What needs to be done :: Quote the records below in full, exactly as given, with the images taken out.

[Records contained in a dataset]
+++

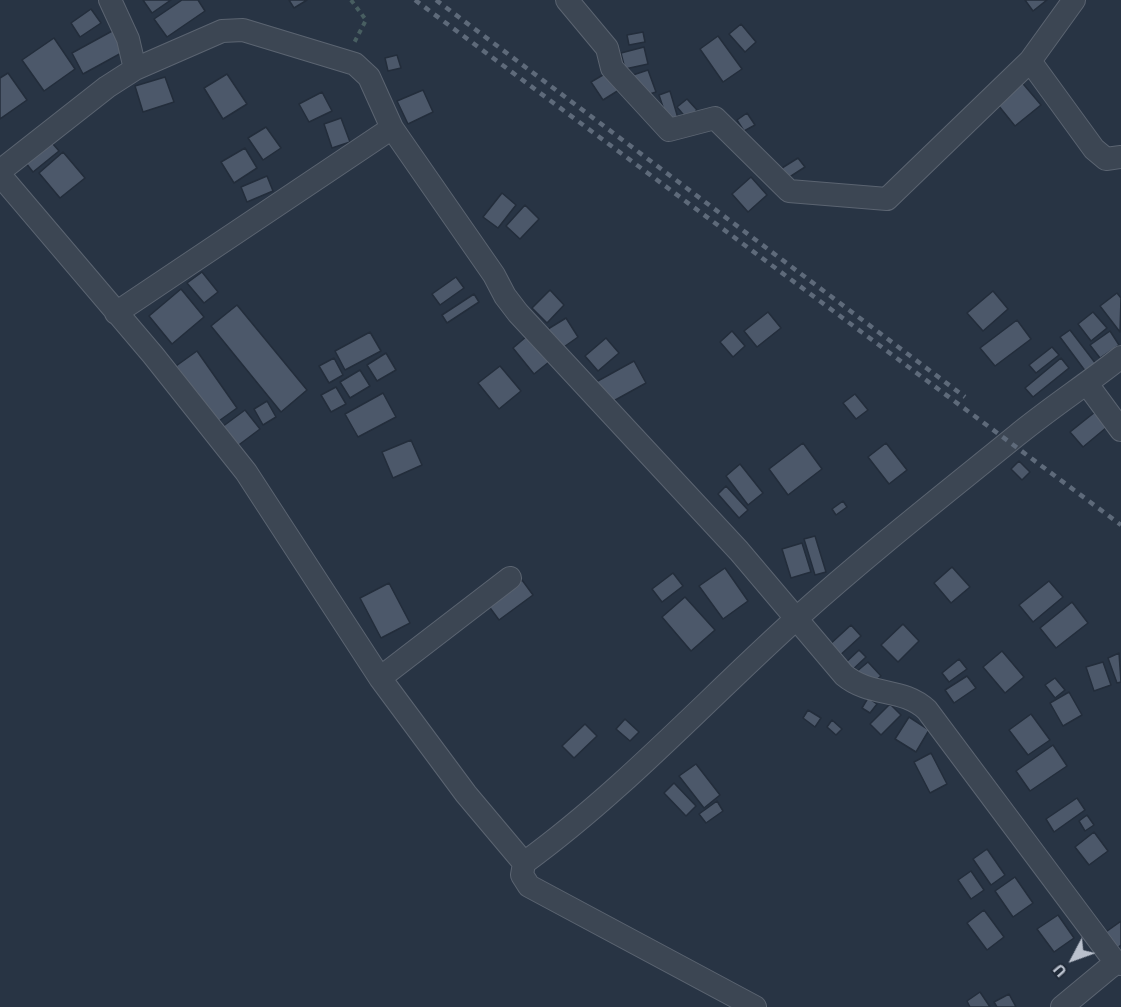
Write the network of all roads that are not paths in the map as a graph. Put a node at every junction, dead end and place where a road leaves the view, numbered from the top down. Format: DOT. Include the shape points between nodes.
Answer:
graph roads {
  1 [pos="110,0"];
  2 [pos="567,0"];
  3 [pos="1074,0"];
  4 [pos="1030,61"];
  5 [pos="135,69"];
  6 [pos="392,128"];
  7 [pos="1121,158"];
  8 [pos="0,173"];
  9 [pos="116,313"];
  10 [pos="1121,357"];
  11 [pos="1087,384"];
  12 [pos="1121,430"];
  13 [pos="510,578"];
  14 [pos="796,619"];
  15 [pos="380,678"];
  16 [pos="524,863"];
  17 [pos="1119,964"];
  18 [pos="755,1007"];
  19 [pos="1062,1007"];
  1 -- 5 [label="street" via="128,39"];
  2 -- 4 [label="street" via="607,48 612,68 669,130 715,118 789,191 887,199"];
  3 -- 4 [label="street"];
  4 -- 7 [label="street" via="1094,149 1106,159"];
  5 -- 6 [label="street" via="222,31 243,30 355,64 369,77"];
  5 -- 8 [label="street" via="106,87"];
  6 -- 9 [label="street"];
  6 -- 14 [label="street" via="518,313 739,551"];
  8 -- 9 [label="street"];
  9 -- 15 [label="street" via="246,472"];
  10 -- 11 [label="street"];
  11 -- 12 [label="street"];
  11 -- 14 [label="street" via="1017,436"];
  13 -- 15 [label="street"];
  14 -- 16 [label="street" via="672,737"];
  14 -- 17 [label="street" via="853,683 910,698 927,710"];
  15 -- 16 [label="street" via="466,794"];
  16 -- 18 [label="street" via="522,875 529,886"];
  17 -- 19 [label="street"];
}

+++

Finished exercise ::
Write the network of all roads that are not paths in the map as a graph. Put a node at every junction, dead end and place where a road leaves the view, numbered from the top down. Format: DOT. Include the shape points between nodes.
Answer:
graph roads {
  1 [pos="110,0"];
  2 [pos="567,0"];
  3 [pos="1074,0"];
  4 [pos="1030,61"];
  5 [pos="135,69"];
  6 [pos="392,128"];
  7 [pos="1121,158"];
  8 [pos="0,173"];
  9 [pos="116,313"];
  10 [pos="1121,357"];
  11 [pos="1087,384"];
  12 [pos="1121,430"];
  13 [pos="510,578"];
  14 [pos="796,619"];
  15 [pos="380,678"];
  16 [pos="524,863"];
  17 [pos="1119,964"];
  18 [pos="755,1007"];
  19 [pos="1062,1007"];
  1 -- 5 [label="street" via="128,39"];
  2 -- 4 [label="street" via="607,48 612,68 669,130 715,118 789,191 887,199"];
  3 -- 4 [label="street"];
  4 -- 7 [label="street" via="1094,149 1106,159"];
  5 -- 6 [label="street" via="222,31 243,30 355,64 369,77"];
  5 -- 8 [label="street" via="106,87"];
  6 -- 9 [label="street"];
  6 -- 14 [label="street" via="518,313 739,551"];
  8 -- 9 [label="street"];
  9 -- 15 [label="street" via="246,472"];
  10 -- 11 [label="street"];
  11 -- 12 [label="street"];
  11 -- 14 [label="street" via="1017,436"];
  13 -- 15 [label="street"];
  14 -- 16 [label="street" via="672,737"];
  14 -- 17 [label="street" via="853,683 910,698 927,710"];
  15 -- 16 [label="street" via="466,794"];
  16 -- 18 [label="street" via="522,875 529,886"];
  17 -- 19 [label="street"];
}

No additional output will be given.